During the 1980s and 90s, there was increased attention on the wealth gap. People's expectations shifted. Frustration and anger mounted about conditions (and abuses) that had previously gone unquestioned and unchallenged.


Corporations have become incredibly powerful. And governments conspicuously failed to stand up to business interests when it came to safeguarding the environment, protecting human rights, ensuring access to health care, and decent working conditions and regulating financial institutions.


If a change runs counter to the interests of well-endowed groups - like oil, drugs, or guns - you'll notice how routinely a brutally a promising idea is killed without a fair chance. Everyday Americans are worried that their health, economic, education, and justice systems are grossly inadequate to meet today's challenges. Very few disagree about the need for reform, but corporate constituents and their enabling cronies battle to defend status quo till the end.


Too many policies and projects were explicitly designed to benefit the wealthy at the expense of the poor. Reforms were needed, and nowhere more than within the very institutions charged with protecting the public interest.


But many realized change was not going to originate from within these institutions. For change to happen, new spheres of influence - or impact - would need to be created. People seeking solutions are no longer willing to wait for governments, corporations, churches, or universities to lead.


The Citizen Sector


The US Constitution stipulates that all powers not explicitly given to the states or to the federal government is given to the people. This presumption of a robust citizen sector was a departure from the global norm. May countries wouldn't put similar laws in place until the 1990s. The rush of citizen activity that America experienced a century ago when faced with profound and painful transition is analogous to today's global changes.


This is a bold foreshadowing of a new stage of democracy - one animated by citizens who are actively involved in building, shaping, renewing solutions that improve society for all. They see the problems that are being ignored, mishandled, or blatantly exploited by traditional institutions, and they are creating their own solutions.


Citizenship could, and should, be construed differently. We might define a good citizen as one who takes an active and intentional role in shaping the good of society at all levels. The founding fathers didn't just look after their own economic interests; they built institutions to realize their vision for a new nation. In doing so, they modeled the power and responsibility of citizenship. Today, the example they set can be seen most readily in the field of social entrepreneurship, with hands-on problem solving emerging as a more common expression of citizenship.


These changes are driven by the failure of old institutions to meet the needs of our time. In a world of rapid change, more people need to be involved in solving problems. A thriving economy requires that people build new businesses that serve society in multiple ways, and adaptive society requires that people construct and collaborate on solutions.

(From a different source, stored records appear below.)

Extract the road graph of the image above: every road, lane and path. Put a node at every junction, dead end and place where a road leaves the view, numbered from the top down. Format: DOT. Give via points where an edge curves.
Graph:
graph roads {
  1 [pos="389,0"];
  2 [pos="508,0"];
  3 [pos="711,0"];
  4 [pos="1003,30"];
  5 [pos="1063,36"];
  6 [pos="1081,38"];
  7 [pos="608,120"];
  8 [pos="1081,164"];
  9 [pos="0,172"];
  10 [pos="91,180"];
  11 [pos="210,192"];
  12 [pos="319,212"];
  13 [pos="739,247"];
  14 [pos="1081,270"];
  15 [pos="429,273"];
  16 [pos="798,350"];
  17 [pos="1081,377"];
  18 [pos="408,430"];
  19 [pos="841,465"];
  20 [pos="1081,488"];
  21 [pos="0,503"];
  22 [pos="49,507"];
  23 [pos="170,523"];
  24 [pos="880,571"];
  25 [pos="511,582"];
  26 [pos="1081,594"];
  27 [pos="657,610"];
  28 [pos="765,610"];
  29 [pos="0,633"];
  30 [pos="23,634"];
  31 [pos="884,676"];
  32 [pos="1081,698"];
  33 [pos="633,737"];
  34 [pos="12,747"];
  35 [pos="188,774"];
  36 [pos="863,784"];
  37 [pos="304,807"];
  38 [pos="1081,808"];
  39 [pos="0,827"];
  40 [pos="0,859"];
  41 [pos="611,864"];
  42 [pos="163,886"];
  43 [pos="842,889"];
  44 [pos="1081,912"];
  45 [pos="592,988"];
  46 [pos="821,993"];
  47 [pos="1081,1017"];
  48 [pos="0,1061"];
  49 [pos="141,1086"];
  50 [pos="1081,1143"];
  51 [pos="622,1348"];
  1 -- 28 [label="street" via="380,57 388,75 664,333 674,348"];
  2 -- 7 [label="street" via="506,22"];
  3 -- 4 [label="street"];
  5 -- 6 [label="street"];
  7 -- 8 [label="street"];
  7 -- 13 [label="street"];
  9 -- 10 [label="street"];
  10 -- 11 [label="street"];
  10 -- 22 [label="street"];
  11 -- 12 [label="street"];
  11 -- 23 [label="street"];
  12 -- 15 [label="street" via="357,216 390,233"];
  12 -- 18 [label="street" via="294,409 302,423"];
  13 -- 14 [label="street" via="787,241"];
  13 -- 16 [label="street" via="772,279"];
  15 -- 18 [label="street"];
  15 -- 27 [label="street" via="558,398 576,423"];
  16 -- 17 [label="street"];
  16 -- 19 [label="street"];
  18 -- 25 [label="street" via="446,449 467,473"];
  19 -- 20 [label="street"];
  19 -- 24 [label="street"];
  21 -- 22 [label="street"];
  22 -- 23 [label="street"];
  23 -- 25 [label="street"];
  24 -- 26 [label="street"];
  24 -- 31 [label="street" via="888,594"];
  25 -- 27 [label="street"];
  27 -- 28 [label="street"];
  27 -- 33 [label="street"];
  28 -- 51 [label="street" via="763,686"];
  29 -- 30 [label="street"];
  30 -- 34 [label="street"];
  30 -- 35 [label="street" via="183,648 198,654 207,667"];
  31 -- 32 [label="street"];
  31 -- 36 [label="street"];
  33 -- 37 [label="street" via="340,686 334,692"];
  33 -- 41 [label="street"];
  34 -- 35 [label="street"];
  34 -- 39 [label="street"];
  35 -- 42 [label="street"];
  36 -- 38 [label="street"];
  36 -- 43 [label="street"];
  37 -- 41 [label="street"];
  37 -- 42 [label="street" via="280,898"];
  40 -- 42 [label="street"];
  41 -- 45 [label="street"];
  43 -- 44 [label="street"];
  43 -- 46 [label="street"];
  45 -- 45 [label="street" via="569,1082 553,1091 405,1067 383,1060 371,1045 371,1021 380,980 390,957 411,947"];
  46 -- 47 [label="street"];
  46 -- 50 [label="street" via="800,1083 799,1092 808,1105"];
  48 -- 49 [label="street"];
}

In the years ahead, more people will consider it natural to take the lead in the creation of solutions to social problems. A few decades ago, it took unusual confident and vision to become a social entrepreneur. The role was undefined; examples were rare. Today, the path is becoming clear.


John Gardner captured this beautifully in his book Self-Renewal:


"Society is not like a machine that is created at some point in time and then maintained with a minimum of effort; it is being continuously re-created, for good or ill, by its members. This will strike some as burdensome, but it will summon others to greatness."